Sunday, June 14, 2009

Gotta get outta this... space

Aboard the "Cornucopia", en-route to

We found the Cornucopia all lit up and a-buzz with 'droid activity - a surprise to me, since as far as I knew, she'ld be mothballed a month previously. Also, something dark and bulky was attached to her tug buffer - an extra big surprise, since I knew for a fact(I'ld worked my way through every possbility in the Llyods register) there wasn't a tug left outside Mars orbit that wasn't booked solid several months ahead.

I raised the mystery - pirate? - tug with JD, who grinned at me. "Bit of a change of plan there... appreciate your efforts, but time isn't really on our side here - this is plan B".

Plan B is the invention of an engineer I'll call "the Wizard" (he has the beard, and definitely the magic). Extracted by JD from a university you've definitely heard of, he had analyzed the problem - ship must be moved, right now - and come up with the simplest possible solution. Working to a deadline imposed by JD ("we've got max 24 hours to be somewhere very, very far away"), he had considered and discarded the obvious options - fab our own tug, etc. - and instead, produced a masterful hack.

Action and reaction; in real space, that is what it always comes down to. The Wizard spent his time en-route getting the fab to turn about 6,000 tons of ferrous feedstock into 1-ton slugs, while simultaneous fabricating some pretty humongous electromagnets. Essentially, the Wizard has fabbed us the largest railgun ever: slugs go out the back, slung out by every spare watt we can spare from the ship's main plant, at speeds I can only describe as silly (don't remember the exact numbers, but way, way past escape velocity for the solar system), and, one kick at a time, the Cornucopia goes a little bit faster.

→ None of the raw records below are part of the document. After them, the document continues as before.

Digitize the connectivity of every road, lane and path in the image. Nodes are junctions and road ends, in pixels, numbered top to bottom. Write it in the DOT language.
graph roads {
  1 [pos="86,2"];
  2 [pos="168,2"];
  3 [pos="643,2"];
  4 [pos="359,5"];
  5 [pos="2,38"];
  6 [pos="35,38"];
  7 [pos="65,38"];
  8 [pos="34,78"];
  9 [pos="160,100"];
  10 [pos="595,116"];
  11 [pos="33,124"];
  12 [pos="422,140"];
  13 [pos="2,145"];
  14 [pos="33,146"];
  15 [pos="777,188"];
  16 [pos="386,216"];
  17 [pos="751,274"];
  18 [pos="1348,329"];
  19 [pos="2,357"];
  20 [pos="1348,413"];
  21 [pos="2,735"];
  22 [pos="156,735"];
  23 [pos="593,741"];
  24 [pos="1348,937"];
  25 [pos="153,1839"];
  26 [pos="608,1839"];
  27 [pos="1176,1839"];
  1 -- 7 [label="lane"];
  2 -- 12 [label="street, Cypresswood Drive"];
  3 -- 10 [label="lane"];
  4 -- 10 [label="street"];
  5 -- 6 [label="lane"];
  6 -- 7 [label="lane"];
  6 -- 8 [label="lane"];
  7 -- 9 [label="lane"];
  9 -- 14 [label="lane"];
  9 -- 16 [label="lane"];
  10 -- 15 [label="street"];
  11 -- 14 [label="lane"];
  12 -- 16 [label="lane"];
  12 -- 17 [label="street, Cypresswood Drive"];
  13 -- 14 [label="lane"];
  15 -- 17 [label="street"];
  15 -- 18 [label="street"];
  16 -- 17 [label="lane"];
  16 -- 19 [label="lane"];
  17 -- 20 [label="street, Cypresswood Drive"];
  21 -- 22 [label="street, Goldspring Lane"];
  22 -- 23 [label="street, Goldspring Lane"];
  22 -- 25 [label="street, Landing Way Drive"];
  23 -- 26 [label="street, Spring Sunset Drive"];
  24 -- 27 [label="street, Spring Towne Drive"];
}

In case you are wondering why ships aren't routinely propelled in such a conveniently simple and economical way... dumping large, fast moving objects over the side is pretty much a hanging offence under International Space Law, for obvious reasons. Also, although our intentions are purely propulsive, the Cornucopia is now technically a banned WMD. Whoops!

This just in:
Looks like JD's insane timetable wasn't so crazy after all - the IPTO just voted to nationlize all fabs with a immediate effect, "as a necessary precursor to rationlising over-production".